# [EXERCISE DESCRIPTION]
A faithful, word-for-word copy of the records is required, and it must contain no pictures.

Saved entries

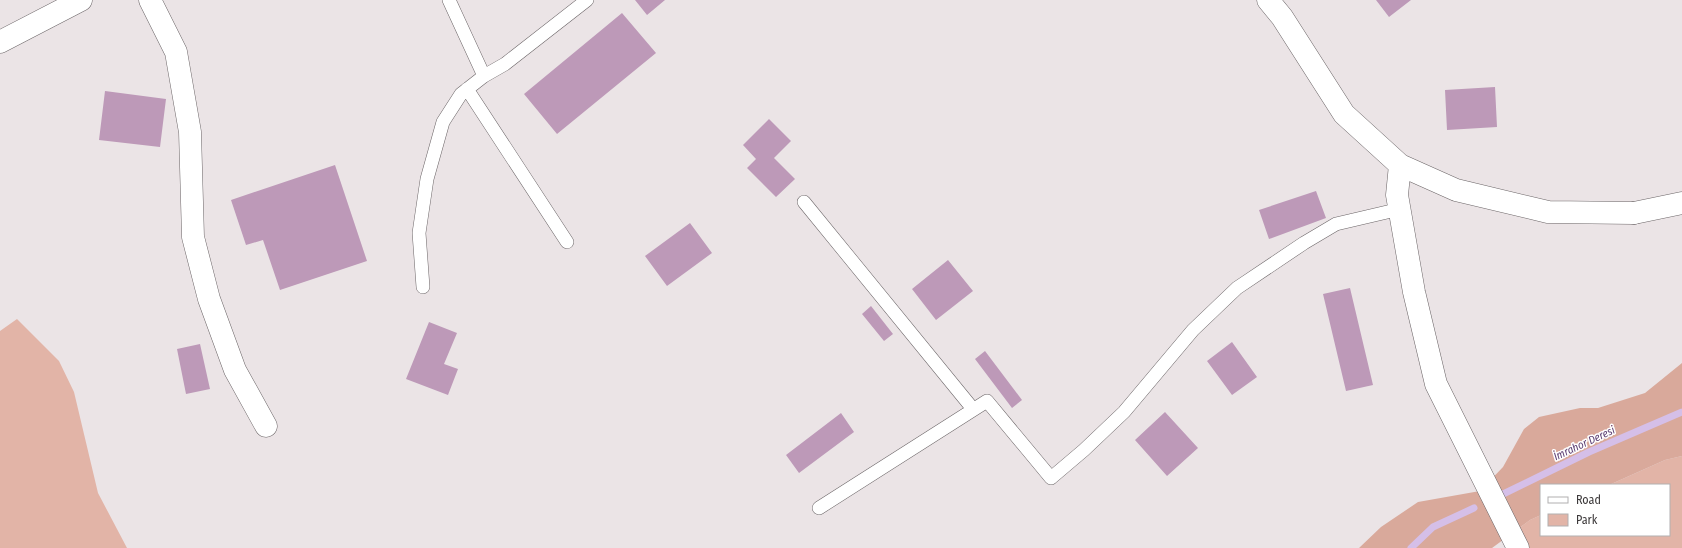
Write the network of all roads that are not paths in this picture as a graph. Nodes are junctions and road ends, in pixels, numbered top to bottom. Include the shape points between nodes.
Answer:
1 (81, 0) edge
2 (150, 0) edge
3 (449, 0) edge
4 (587, 0) edge
5 (1268, 0) edge
6 (0, 42) edge
7 (484, 76) junction
8 (467, 89) junction
9 (1400, 165) junction
10 (804, 202) dead end
11 (1682, 203) edge
12 (1400, 209) junction
13 (567, 242) dead end
14 (423, 287) dead end
15 (973, 409) junction
16 (266, 426) dead end
17 (819, 508) dead end
18 (1518, 548) edge

1 - 6 street
2 - 16 street via 176,52 190,132 193,237 209,299 235,370
3 - 7 lane
4 - 7 lane via 505,64
5 - 9 street via 1282,17 1344,114
7 - 8 lane
8 - 13 lane
8 - 14 lane via 443,122 427,179 419,233
9 - 11 street via 1456,190 1548,212 1634,213
9 - 12 street via 1397,195
10 - 15 lane
12 - 15 lane via 1336,224 1237,288 1193,330 1124,412 1051,478 986,401
12 - 18 street via 1414,292 1436,384
15 - 17 lane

# [RESULT BELOW]
Write the network of all roads that are not paths in this picture as a graph. Nodes are junctions and road ends, in pixels, numbered top to bottom. Include the shape points between nodes.
Answer:
1 (81, 0) edge
2 (150, 0) edge
3 (449, 0) edge
4 (587, 0) edge
5 (1268, 0) edge
6 (0, 42) edge
7 (484, 76) junction
8 (467, 89) junction
9 (1400, 165) junction
10 (804, 202) dead end
11 (1682, 203) edge
12 (1400, 209) junction
13 (567, 242) dead end
14 (423, 287) dead end
15 (973, 409) junction
16 (266, 426) dead end
17 (819, 508) dead end
18 (1518, 548) edge

1 - 6 street
2 - 16 street via 176,52 190,132 193,237 209,299 235,370
3 - 7 lane
4 - 7 lane via 505,64
5 - 9 street via 1282,17 1344,114
7 - 8 lane
8 - 13 lane
8 - 14 lane via 443,122 427,179 419,233
9 - 11 street via 1456,190 1548,212 1634,213
9 - 12 street via 1397,195
10 - 15 lane
12 - 15 lane via 1336,224 1237,288 1193,330 1124,412 1051,478 986,401
12 - 18 street via 1414,292 1436,384
15 - 17 lane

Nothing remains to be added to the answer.